** Task to carry out **
The answer must be every line from the entries below that includes "Pagaralam".

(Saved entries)

━━━━━━━━━━━━━━━━━━━━

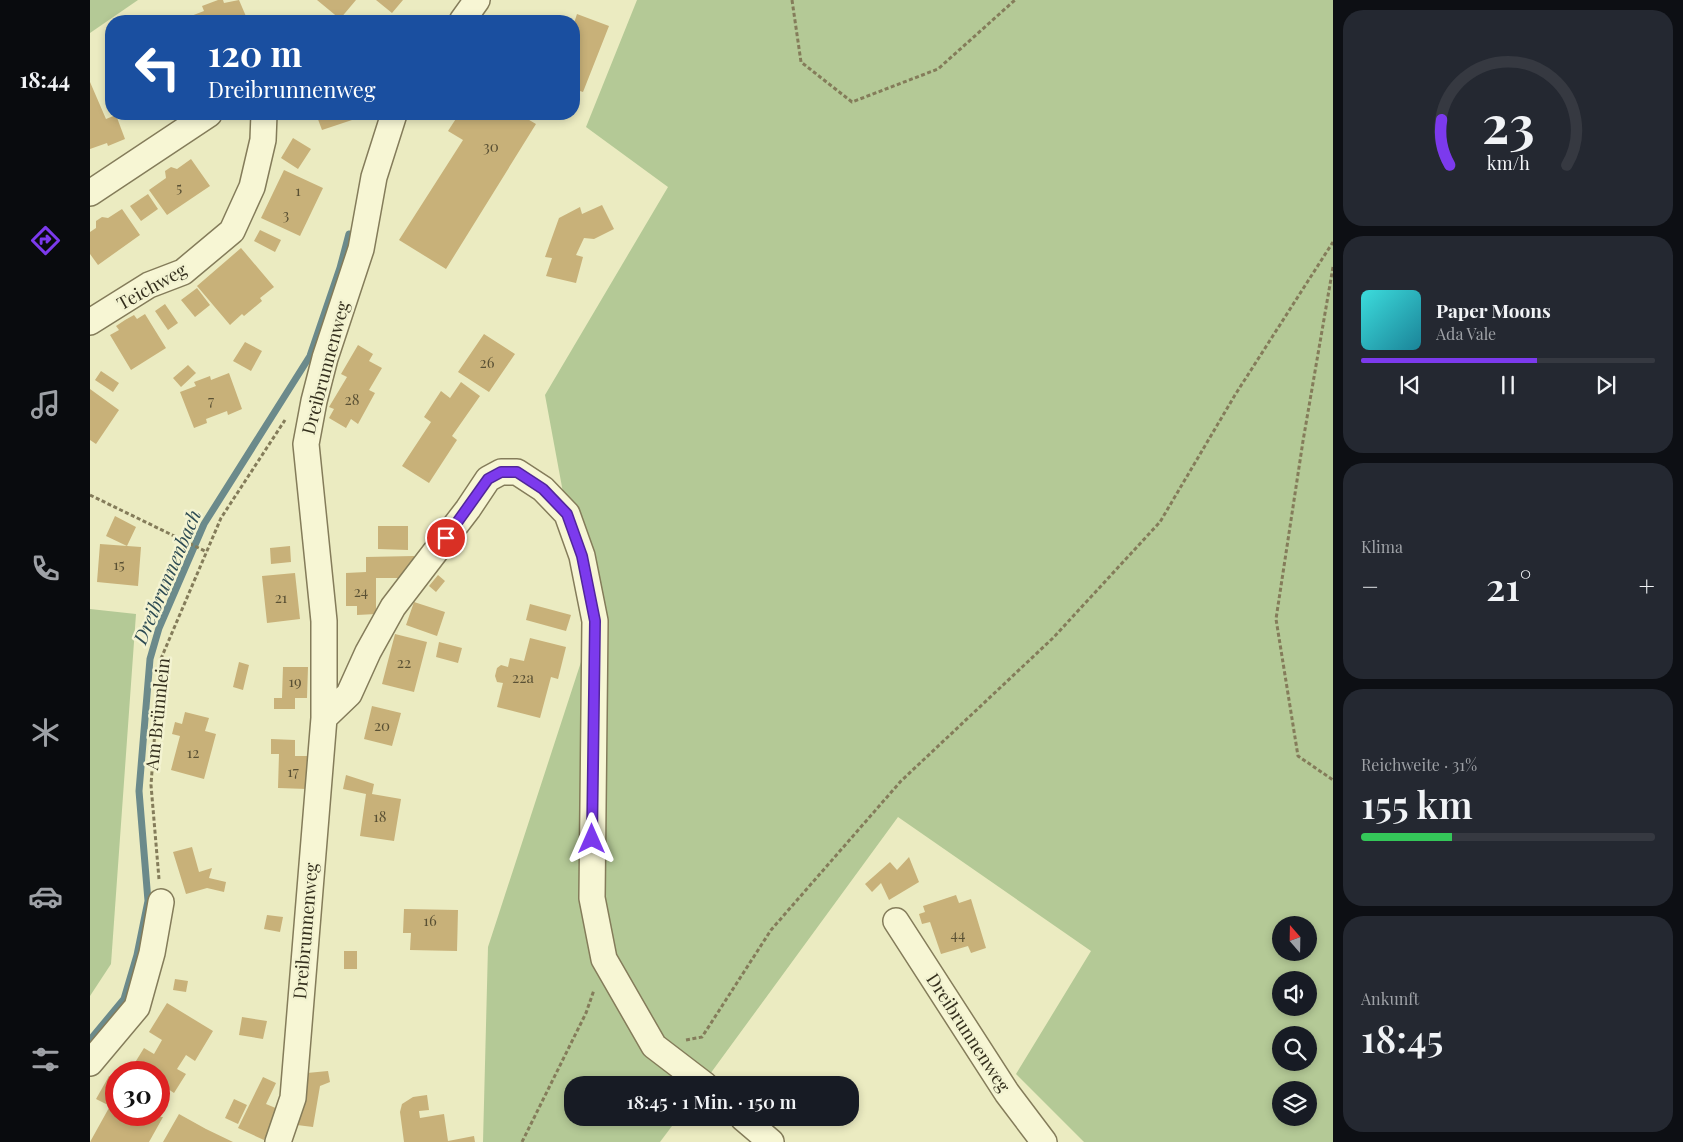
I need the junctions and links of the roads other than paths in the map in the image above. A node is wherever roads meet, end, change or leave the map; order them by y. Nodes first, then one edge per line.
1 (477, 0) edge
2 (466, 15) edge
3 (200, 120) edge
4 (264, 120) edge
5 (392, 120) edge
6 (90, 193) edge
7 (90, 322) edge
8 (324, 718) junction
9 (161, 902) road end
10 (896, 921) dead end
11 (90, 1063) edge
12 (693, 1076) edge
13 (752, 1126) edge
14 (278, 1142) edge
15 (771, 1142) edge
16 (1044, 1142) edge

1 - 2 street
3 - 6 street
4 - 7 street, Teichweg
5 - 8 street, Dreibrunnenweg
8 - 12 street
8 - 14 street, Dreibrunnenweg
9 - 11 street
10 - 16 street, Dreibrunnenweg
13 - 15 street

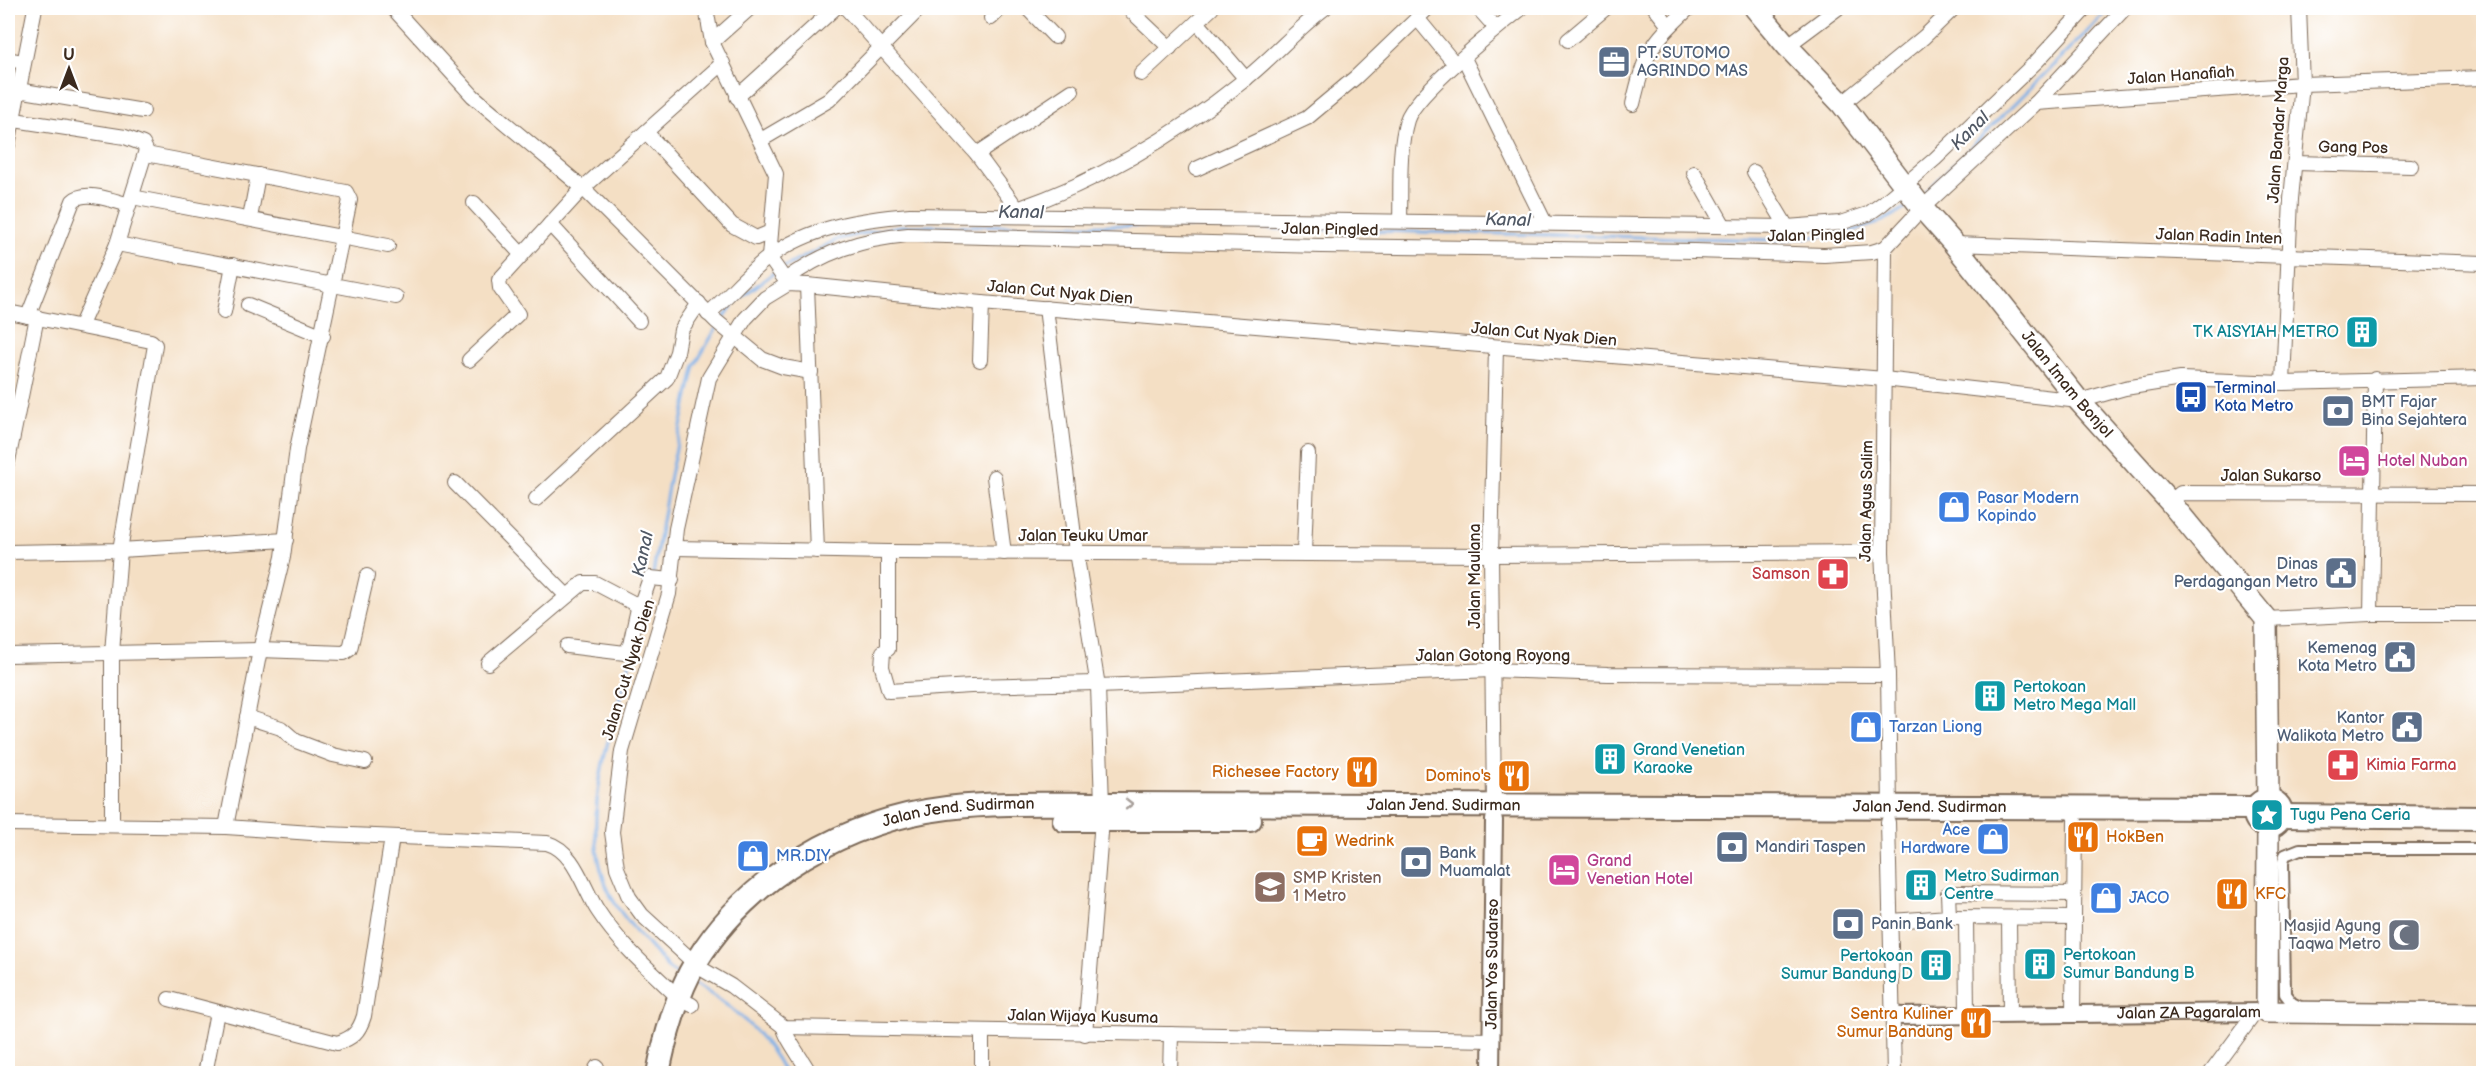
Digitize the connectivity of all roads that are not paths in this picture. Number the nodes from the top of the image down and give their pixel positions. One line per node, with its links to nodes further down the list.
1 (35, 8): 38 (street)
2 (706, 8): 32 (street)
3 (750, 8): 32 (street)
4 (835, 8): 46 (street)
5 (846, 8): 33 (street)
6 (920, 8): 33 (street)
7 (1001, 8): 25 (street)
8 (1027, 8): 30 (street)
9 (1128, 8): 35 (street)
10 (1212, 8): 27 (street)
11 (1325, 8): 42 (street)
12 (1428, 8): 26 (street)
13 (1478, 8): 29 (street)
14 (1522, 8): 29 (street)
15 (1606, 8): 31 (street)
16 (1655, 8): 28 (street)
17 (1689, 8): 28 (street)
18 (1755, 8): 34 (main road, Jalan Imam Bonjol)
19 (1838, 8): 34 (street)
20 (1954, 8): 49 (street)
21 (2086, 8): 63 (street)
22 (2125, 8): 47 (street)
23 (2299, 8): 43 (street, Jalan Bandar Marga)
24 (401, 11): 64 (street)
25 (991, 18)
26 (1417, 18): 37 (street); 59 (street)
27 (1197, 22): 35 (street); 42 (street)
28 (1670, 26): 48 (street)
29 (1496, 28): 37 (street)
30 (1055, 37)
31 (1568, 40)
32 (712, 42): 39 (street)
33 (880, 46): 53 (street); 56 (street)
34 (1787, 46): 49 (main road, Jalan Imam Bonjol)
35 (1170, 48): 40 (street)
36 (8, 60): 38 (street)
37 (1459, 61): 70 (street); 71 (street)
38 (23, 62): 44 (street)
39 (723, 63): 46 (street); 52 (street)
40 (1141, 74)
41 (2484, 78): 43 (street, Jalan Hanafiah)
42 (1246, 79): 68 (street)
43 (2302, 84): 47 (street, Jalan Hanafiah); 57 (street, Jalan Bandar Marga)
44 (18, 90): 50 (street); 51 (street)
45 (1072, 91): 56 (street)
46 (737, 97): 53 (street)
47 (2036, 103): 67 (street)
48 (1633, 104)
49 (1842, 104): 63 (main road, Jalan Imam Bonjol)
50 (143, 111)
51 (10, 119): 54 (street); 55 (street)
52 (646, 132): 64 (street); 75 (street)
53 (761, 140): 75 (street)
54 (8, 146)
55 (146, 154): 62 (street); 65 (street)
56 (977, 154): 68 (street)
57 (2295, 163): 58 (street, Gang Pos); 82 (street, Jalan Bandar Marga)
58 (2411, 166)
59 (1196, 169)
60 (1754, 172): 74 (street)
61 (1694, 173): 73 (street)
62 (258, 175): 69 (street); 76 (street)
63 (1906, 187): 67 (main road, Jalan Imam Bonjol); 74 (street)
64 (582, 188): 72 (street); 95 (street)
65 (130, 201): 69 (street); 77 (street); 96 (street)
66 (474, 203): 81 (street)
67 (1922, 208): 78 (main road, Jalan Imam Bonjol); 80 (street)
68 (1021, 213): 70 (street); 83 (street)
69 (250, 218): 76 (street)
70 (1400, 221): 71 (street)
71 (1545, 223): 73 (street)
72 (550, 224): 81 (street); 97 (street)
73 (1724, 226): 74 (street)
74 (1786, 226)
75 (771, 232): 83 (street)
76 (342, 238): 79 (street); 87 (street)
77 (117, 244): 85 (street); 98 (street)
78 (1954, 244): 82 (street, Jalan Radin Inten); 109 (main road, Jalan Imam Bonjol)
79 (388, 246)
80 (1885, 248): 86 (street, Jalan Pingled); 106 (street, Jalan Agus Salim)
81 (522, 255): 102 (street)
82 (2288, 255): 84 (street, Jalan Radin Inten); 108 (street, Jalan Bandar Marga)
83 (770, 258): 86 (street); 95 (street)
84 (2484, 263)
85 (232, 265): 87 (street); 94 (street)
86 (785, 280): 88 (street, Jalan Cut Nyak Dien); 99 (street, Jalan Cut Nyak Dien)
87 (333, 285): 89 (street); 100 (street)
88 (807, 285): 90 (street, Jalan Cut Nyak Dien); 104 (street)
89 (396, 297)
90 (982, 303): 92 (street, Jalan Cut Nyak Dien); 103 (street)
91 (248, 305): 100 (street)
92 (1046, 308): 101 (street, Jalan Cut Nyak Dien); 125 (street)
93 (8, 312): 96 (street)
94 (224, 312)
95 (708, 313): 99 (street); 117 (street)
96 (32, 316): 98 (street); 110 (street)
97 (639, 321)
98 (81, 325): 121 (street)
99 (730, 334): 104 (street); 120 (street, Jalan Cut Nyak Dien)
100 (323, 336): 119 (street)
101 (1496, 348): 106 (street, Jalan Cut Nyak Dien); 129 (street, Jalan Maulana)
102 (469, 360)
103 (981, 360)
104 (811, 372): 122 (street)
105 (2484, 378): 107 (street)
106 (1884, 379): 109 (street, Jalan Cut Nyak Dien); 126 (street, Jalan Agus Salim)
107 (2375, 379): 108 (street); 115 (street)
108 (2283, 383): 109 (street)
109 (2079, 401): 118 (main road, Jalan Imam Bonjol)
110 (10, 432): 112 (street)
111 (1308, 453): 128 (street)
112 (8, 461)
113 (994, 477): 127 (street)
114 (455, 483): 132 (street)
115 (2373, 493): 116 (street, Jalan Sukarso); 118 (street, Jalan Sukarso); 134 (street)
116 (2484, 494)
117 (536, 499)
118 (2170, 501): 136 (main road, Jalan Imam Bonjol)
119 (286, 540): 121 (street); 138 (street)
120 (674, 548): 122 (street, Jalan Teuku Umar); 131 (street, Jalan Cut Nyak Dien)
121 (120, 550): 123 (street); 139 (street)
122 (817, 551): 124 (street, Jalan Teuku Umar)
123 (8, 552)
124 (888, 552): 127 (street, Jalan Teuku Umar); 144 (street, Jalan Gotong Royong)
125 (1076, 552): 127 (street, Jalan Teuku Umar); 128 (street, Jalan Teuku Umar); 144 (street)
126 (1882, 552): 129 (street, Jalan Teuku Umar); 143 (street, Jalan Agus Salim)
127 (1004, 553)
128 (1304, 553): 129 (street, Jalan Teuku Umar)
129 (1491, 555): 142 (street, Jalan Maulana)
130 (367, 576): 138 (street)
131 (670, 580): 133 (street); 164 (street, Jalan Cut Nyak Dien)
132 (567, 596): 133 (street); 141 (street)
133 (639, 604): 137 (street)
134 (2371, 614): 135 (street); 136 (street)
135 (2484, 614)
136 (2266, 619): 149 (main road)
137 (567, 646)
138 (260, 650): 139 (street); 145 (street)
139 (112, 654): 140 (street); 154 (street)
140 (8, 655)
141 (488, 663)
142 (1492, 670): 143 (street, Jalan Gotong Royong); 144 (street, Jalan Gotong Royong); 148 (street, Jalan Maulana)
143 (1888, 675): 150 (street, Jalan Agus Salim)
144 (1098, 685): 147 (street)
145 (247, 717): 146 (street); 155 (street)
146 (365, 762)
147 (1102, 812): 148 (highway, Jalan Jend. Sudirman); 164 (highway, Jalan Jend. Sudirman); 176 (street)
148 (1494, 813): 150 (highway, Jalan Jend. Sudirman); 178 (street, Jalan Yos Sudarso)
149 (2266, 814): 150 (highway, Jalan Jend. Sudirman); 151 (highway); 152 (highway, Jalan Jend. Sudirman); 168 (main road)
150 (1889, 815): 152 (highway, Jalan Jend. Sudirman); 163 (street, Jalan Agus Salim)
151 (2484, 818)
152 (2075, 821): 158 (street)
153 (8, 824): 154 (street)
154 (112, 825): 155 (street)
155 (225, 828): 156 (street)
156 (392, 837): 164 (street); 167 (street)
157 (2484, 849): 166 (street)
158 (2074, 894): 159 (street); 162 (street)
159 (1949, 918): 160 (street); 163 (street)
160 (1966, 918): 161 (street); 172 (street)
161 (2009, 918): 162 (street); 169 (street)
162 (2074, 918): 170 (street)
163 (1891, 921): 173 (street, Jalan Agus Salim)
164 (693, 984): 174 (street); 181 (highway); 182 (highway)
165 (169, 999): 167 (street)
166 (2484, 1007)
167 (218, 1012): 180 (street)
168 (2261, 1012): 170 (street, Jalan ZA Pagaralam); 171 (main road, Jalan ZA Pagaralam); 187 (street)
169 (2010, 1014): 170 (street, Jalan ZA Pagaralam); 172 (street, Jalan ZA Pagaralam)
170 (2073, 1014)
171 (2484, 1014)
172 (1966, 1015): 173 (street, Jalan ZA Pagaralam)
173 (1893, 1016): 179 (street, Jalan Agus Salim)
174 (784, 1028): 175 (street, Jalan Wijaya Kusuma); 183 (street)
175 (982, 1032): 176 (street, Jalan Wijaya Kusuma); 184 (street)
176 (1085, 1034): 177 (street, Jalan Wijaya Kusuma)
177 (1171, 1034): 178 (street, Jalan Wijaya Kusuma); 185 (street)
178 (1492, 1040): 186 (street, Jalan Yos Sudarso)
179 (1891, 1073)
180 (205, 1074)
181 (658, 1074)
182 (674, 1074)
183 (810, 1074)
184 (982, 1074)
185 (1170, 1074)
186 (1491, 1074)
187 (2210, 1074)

━━━━━━━━━━━━━━━━━━━━

** Result **
168 (2261, 1012): 170 (street, Jalan ZA Pagaralam); 171 (main road, Jalan ZA Pagaralam); 187 (street)
169 (2010, 1014): 170 (street, Jalan ZA Pagaralam); 172 (street, Jalan ZA Pagaralam)
172 (1966, 1015): 173 (street, Jalan ZA Pagaralam)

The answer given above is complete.